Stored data
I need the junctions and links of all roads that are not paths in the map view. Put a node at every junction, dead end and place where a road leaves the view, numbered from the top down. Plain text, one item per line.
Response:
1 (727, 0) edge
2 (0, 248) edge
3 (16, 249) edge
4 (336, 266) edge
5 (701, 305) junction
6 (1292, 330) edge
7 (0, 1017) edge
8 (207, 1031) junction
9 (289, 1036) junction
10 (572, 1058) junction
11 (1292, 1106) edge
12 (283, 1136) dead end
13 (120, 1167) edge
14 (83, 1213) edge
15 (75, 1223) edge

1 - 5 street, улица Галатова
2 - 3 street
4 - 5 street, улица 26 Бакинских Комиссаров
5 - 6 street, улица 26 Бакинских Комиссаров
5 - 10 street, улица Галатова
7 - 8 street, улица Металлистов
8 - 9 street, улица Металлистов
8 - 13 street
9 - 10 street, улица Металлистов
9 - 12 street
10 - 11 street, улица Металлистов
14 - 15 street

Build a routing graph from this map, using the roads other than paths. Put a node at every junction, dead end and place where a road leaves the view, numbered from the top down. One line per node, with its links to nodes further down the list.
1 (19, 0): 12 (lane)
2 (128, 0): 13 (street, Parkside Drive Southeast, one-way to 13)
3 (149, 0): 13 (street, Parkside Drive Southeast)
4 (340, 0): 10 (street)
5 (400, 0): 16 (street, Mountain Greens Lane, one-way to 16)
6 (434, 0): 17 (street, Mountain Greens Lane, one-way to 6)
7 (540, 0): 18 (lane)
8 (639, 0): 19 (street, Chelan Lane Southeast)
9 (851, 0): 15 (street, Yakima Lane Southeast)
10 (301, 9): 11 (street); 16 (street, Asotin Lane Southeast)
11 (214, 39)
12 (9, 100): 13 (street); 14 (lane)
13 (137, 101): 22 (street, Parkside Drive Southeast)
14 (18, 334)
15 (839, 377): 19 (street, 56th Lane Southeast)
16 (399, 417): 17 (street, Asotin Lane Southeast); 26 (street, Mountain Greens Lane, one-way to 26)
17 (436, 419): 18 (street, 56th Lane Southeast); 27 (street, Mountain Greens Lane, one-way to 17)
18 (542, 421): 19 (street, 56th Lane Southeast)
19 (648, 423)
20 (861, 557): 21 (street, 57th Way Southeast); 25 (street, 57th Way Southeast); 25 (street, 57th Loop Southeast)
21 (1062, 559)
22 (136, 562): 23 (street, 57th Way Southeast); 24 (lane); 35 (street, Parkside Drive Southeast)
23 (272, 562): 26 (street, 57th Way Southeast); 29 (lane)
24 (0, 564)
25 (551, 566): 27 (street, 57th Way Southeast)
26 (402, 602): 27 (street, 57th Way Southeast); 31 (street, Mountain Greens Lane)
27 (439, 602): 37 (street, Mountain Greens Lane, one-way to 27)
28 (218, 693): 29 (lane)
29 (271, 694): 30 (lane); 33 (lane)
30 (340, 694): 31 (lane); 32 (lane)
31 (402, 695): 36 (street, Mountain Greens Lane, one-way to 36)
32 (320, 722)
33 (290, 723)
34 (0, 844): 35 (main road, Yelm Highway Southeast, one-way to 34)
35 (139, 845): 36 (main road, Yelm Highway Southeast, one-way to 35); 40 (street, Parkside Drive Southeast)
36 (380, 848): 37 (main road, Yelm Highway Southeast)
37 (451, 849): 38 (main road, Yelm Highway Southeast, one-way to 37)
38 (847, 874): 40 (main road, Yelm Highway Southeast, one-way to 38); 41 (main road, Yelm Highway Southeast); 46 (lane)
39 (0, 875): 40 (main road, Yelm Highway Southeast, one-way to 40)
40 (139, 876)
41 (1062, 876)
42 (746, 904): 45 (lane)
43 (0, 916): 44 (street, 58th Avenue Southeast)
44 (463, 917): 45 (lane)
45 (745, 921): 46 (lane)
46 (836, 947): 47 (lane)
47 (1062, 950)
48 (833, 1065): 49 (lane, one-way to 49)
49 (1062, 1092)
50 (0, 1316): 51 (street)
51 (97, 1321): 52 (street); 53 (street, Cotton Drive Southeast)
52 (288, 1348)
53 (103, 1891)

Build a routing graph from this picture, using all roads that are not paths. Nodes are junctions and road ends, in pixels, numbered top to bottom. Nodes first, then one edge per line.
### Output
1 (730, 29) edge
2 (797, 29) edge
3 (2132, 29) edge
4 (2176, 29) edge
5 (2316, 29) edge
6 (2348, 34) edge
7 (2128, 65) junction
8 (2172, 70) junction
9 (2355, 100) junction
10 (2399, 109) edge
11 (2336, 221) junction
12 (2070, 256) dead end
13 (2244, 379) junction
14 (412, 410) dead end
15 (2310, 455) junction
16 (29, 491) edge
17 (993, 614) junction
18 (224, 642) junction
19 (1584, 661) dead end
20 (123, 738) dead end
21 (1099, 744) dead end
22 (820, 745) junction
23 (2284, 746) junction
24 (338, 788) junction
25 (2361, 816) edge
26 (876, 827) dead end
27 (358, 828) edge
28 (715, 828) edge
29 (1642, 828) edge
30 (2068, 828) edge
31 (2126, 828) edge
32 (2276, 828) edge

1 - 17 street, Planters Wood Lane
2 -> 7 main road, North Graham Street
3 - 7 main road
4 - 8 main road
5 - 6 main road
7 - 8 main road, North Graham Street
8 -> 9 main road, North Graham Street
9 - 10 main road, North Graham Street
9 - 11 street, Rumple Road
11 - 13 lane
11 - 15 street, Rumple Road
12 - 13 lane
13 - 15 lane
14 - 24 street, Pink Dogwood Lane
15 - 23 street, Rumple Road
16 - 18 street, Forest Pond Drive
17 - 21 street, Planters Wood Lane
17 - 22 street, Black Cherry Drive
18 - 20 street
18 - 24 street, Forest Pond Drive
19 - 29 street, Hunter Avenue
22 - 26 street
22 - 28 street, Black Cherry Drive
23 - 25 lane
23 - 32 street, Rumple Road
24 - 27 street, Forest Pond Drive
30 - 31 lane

→ ASSIGNMENT
Pull from the data each line where the string "view" turns up.

→ TASK ANSWER
I need the junctions and links of all roads that are not paths in the map view. Put a node at every junction, dead end and place where a road leaves the view, numbered from the top down. Plain text, one item per line.
Build a routing graph from this map, using the roads other than paths. Put a node at every junction, dead end and place where a road leaves the view, numbered from the top down. One line per node, with its links to nodes further down the list.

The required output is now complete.